極楽さいくだ



<オープニング>


「極楽は存在するのよ」
 真剣な瞳で力説するエルフの霊査士・エスタ(a90003)を目にした冒険者達は、まず今が4月1日ではないことを確認してからためいきをついた。
「いきなり真面目に働きだした疲労で」
「正月に風呂に入りすぎて」
「サイズを気に病みすぎて怪しげな組織に入ったのかも」
 普段どう思われているか分かる囁きを豪快に無視しながら霊査士は話を続ける。
「指圧師が刺激するたびに体に貯まった疲れがとけていく感じで、もう、最高なのよ」
 口の端から涎が垂れていようにも見えるのは、無視してやるのが情けというものかもしれない。
「ま、それはそれとして」
 霊査士はそれまでの話が冗談だったかのように真面目な表情になる。
「指圧師とその弟子が住む村がグドンに襲われかけているの。
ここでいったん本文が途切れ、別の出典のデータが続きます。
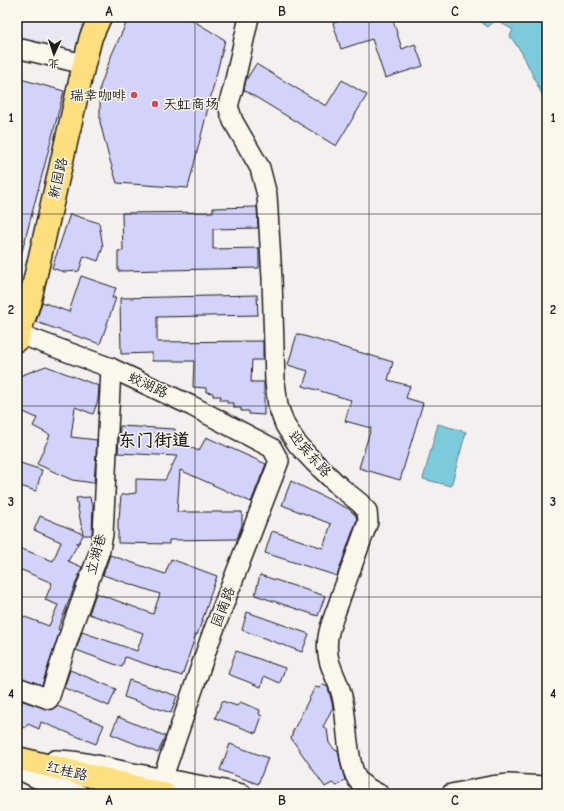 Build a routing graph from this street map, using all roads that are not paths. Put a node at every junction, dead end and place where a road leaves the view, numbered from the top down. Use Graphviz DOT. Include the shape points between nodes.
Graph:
graph roads {
  1 [pos="100,17"];
  2 [pos="249,17"];
  3 [pos="17,48"];
  4 [pos="84,64"];
  5 [pos="18,337"];
  6 [pos="111,368"];
  7 [pos="272,448"];
  8 [pos="17,687"];
  9 [pos="19,764"];
  10 [pos="166,768"];
  11 [pos="129,785"];
  12 [pos="547,786"];
  13 [pos="79,794"];
  14 [pos="164,794"];
  15 [pos="242,794"];
  16 [pos="379,794"];
  17 [pos="451,794"];
  1 -- 4 [label="main road, 新园路"];
  2 -- 16 [label="street, 迎宾东路" via="228,106 233,121 260,168 267,195 278,406 285,425 298,445 368,511 368,522 330,628 327,654 343,699 353,769 357,779"];
  3 -- 4 [label="street"];
  4 -- 5 [label="main road, 新园路" via="30,300"];
  5 -- 6 [label="street, 蛟湖路"];
  6 -- 7 [label="street, 蛟湖路" via="192,406"];
  6 -- 8 [label="street, 立湖巷" via="103,534 100,550 49,699"];
  7 -- 10 [label="street, 园南路" via="279,460 210,640"];
  9 -- 11 [label="main road, 红桂路"];
  9 -- 13 [label="street" via="55,787"];
  11 -- 14 [label="main road, 红桂路"];
  11 -- 15 [label="street" via="178,780"];
  12 -- 17 [label="street" via="509,784"];
} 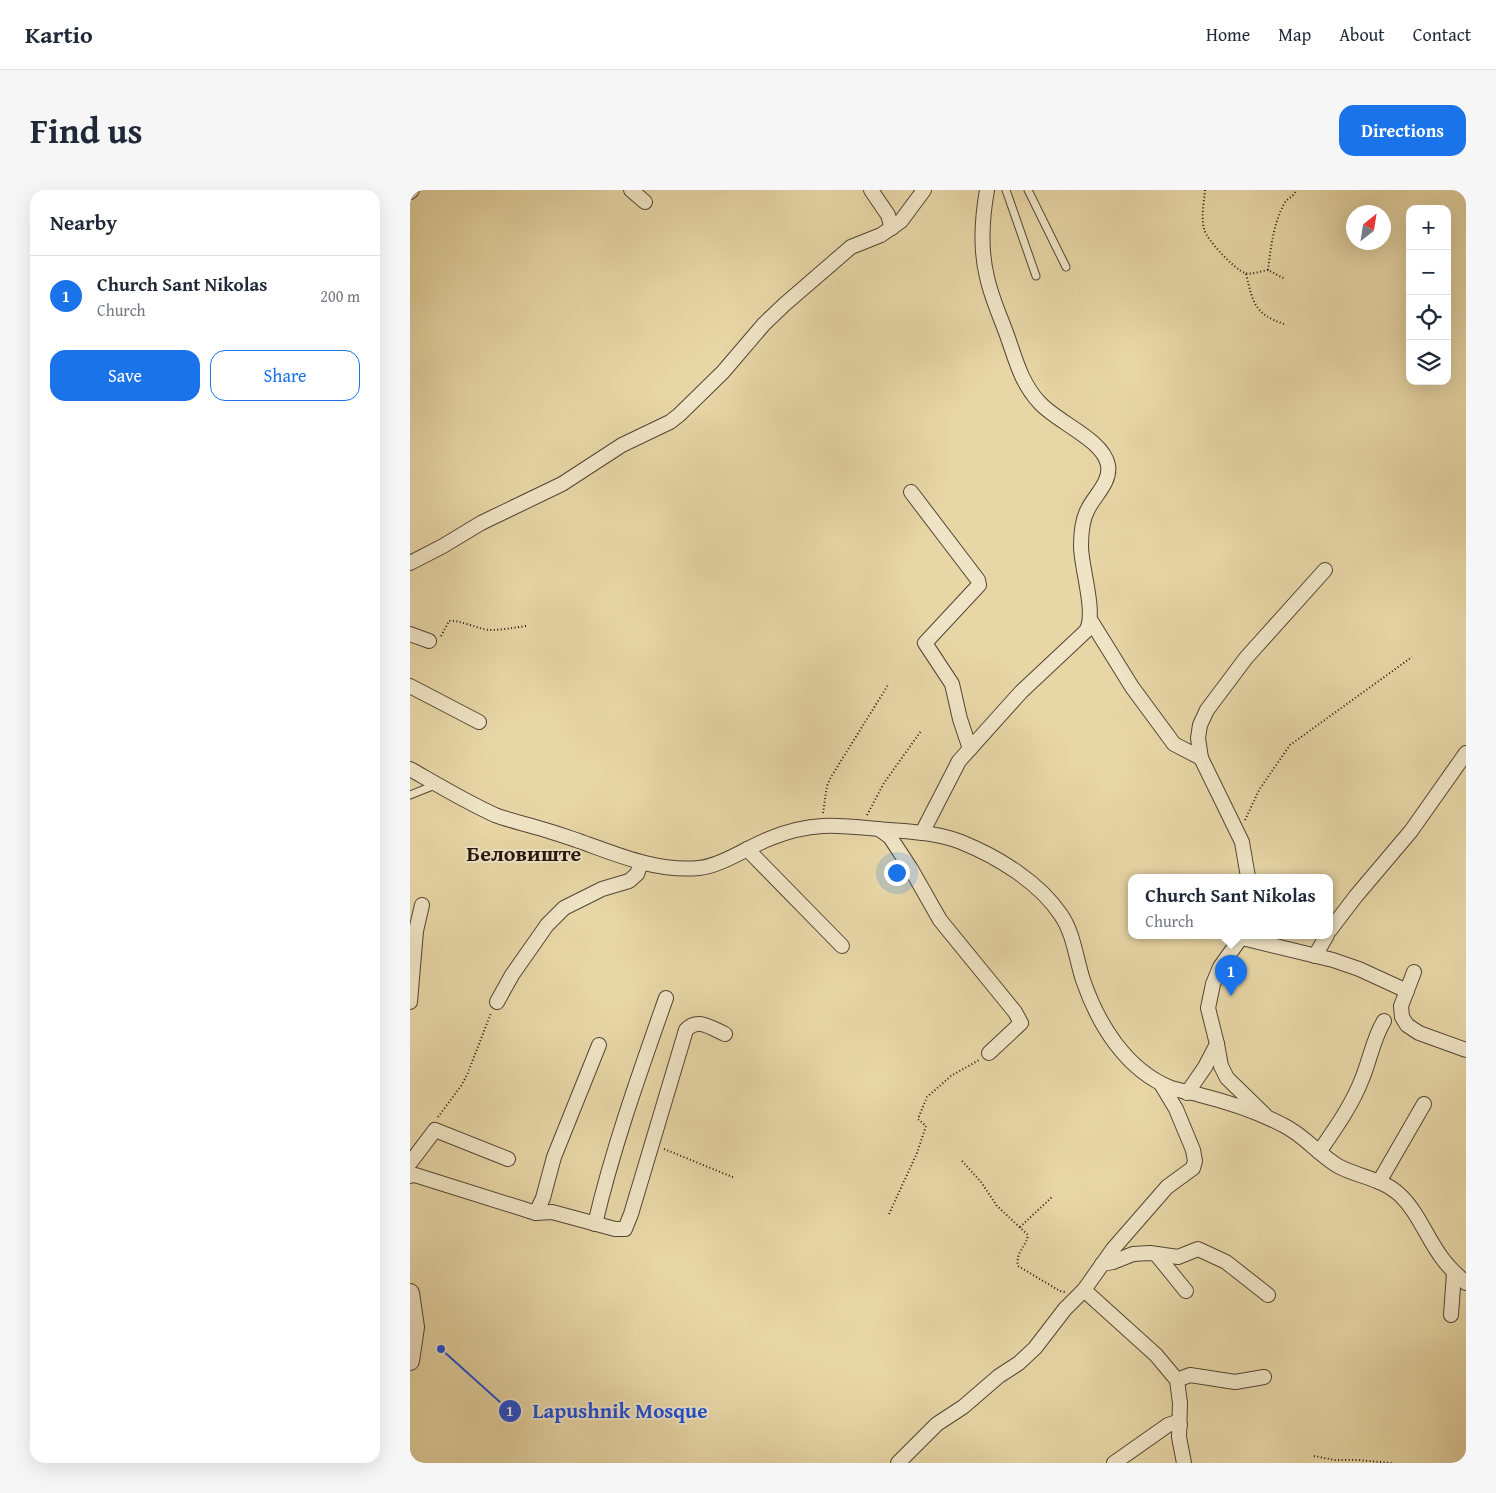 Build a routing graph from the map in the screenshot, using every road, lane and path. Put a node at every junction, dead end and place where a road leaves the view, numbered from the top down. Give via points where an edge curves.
1 (631, 190) edge
2 (871, 190) edge
3 (924, 190) edge
4 (987, 190) edge
5 (1006, 190) edge
6 (1028, 190) edge
7 (1205, 190) edge
8 (1296, 190) edge
9 (645, 202) dead end
10 (892, 228) junction
11 (1066, 266) dead end
12 (1268, 270) junction
13 (1245, 273) junction
14 (1036, 276) dead end
15 (1284, 279) dead end
16 (1284, 324) dead end
17 (911, 492) dead end
18 (410, 564) edge
19 (1325, 570) dead end
20 (1091, 620) junction
21 (526, 626) dead end
22 (410, 634) edge
23 (428, 641) joint
24 (1412, 658) dead end
25 (888, 685) dead end
26 (410, 686) edge
27 (479, 722) dead end
28 (921, 731) dead end
29 (970, 749) junction
30 (1466, 753) edge
31 (1201, 758) junction
32 (410, 769) edge
33 (434, 782) junction
34 (410, 795) edge
35 (821, 826) junction
36 (861, 826) junction
37 (878, 829) junction
38 (922, 833) junction
39 (1238, 835) junction
40 (747, 849) junction
41 (641, 863) junction
42 (1247, 874) edge
43 (422, 906) dead end
44 (1333, 926) edge
45 (1241, 939) edge
46 (1254, 939) edge
47 (1325, 939) edge
48 (842, 946) dead end
49 (1315, 956) junction
50 (1414, 972) dead end
51 (1407, 991) junction
52 (666, 998) dead end
53 (410, 1002) edge
54 (497, 1002) joint
55 (1384, 1021) dead end
56 (725, 1034) dead end
57 (1217, 1044) junction
58 (599, 1045) dead end
59 (1466, 1050) edge
60 (989, 1053) joint
61 (1161, 1084) junction
62 (1187, 1093) junction
63 (1424, 1104) dead end
64 (438, 1118) dead end
65 (1269, 1118) junction
66 (652, 1145) junction
67 (1320, 1152) junction
68 (508, 1159) dead end
69 (962, 1161) dead end
70 (410, 1164) edge
71 (410, 1176) edge
72 (735, 1178) dead end
73 (1379, 1182) junction
74 (1052, 1197) dead end
75 (536, 1213) junction
76 (889, 1214) dead end
77 (595, 1224) junction
78 (1020, 1227) junction
79 (1156, 1254) junction
80 (1102, 1264) junction
81 (1454, 1273) junction
82 (1466, 1283) edge
83 (1186, 1291) dead end
84 (1081, 1292) junction
85 (410, 1293) edge
86 (1268, 1295) dead end
87 (1451, 1316) dead end
88 (410, 1361) edge
89 (1264, 1377) dead end
90 (1177, 1380) junction
91 (1180, 1425) junction
92 (1314, 1456) dead end
93 (898, 1463) edge
94 (1114, 1463) edge
95 (1184, 1463) edge
96 (1392, 1463) edge

1 - 9 street
2 - 10 street via 888,215
3 - 10 street via 901,222
4 - 20 street via 983,247 986,277 1020,372 1040,404 1096,446 1108,465 1104,484 1083,521 1081,546
5 - 14 lane
6 - 11 lane
7 - 13 path via 1204,231 1234,267
8 - 12 path via 1295,195 1285,202 1275,224
10 - 18 street via 839,256 764,324 723,372 670,422 622,445 562,484 497,514
12 - 13 path
12 - 15 path
13 - 16 path via 1255,306 1271,320
17 - 29 street via 978,580 979,585 925,642 952,684
19 - 31 street via 1246,658 1207,710 1198,738
20 - 29 street via 1086,631 1021,692
20 - 31 street via 1132,687 1174,744
21 - 23 path via 488,630 454,620 449,621 438,641
22 - 23 street
24 - 39 path via 1290,745 1259,790
25 - 35 path via 831,777
26 - 27 street
28 - 36 path via 884,783
29 - 38 street via 959,762
30 - 44 street via 1411,831
31 - 39 street
32 - 33 street
33 - 34 lane
33 - 41 street via 496,815
35 - 36 street
35 - 40 street via 794,830
36 - 37 street
37 - 38 street
37 - 60 street via 890,837 940,920 1022,1023
38 - 61 street via 952,839 986,853 1018,873 1050,902 1066,925 1084,981 1105,1027 1134,1065
39 - 42 street
40 - 41 street via 700,868
40 - 48 street
41 - 54 street via 637,874 629,880 564,908 547,925
43 - 53 street via 416,931
45 - 57 street via 1220,967 1211,989 1208,1008
46 - 49 street
47 - 49 street
49 - 51 street via 1359,969
50 - 51 street
51 - 59 street via 1401,1006 1407,1025 1419,1034
52 - 77 street via 604,1184
54 - 64 path via 467,1075
55 - 67 street via 1354,1099
56 - 66 street via 698,1023 691,1024 686,1030
57 - 62 street
57 - 65 street via 1227,1078
58 - 75 street via 554,1156
60 - 76 path via 951,1076 927,1097 918,1119 926,1126
61 - 62 street
61 - 80 street via 1176,1109 1193,1150 1193,1168 1167,1187
62 - 65 street
63 - 73 street
65 - 67 street via 1300,1134
66 - 72 path
66 - 77 street via 625,1229
67 - 73 street via 1346,1170
68 - 70 street via 435,1130
69 - 78 path via 996,1206
71 - 75 street
73 - 81 street via 1400,1195 1411,1208
74 - 78 path
75 - 77 street via 552,1212
78 - 84 path via 1028,1235 1018,1255 1018,1266 1060,1290
79 - 80 street via 1133,1254
79 - 83 street
79 - 86 street via 1178,1257 1198,1249 1226,1262
80 - 84 street
81 - 82 street
81 - 87 street
84 - 90 street via 1156,1355
84 - 93 street via 1036,1348 937,1424
85 - 88 street via 414,1327
89 - 90 street via 1234,1382 1190,1375
90 - 91 street
91 - 94 street via 1177,1422 1168,1425
91 - 95 street
92 - 96 path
10体程度の小規模な群れで、飢えきっているから食べ物を使った罠にもかかりやすいだろうし群れ全てが襲撃に参加するから一網打尽にし易いだろうけど、油断すると窮鼠猫をかむなんて展開になりかねないから気をつけて。村には簡単な柵しかない上、冬が厳しくないぶん家があまり頑丈でないからグドンが暴れるだけで壊れかねないから」
 村人達の財産を守ろうとする場合は戦い方を工夫する必要があるだろう。
「そういうわけだから、指圧師とその卵を守るため頑張ってちょうだい」
 白いハンカチで口元をぬぐいながら、説明を終える霊査士であった。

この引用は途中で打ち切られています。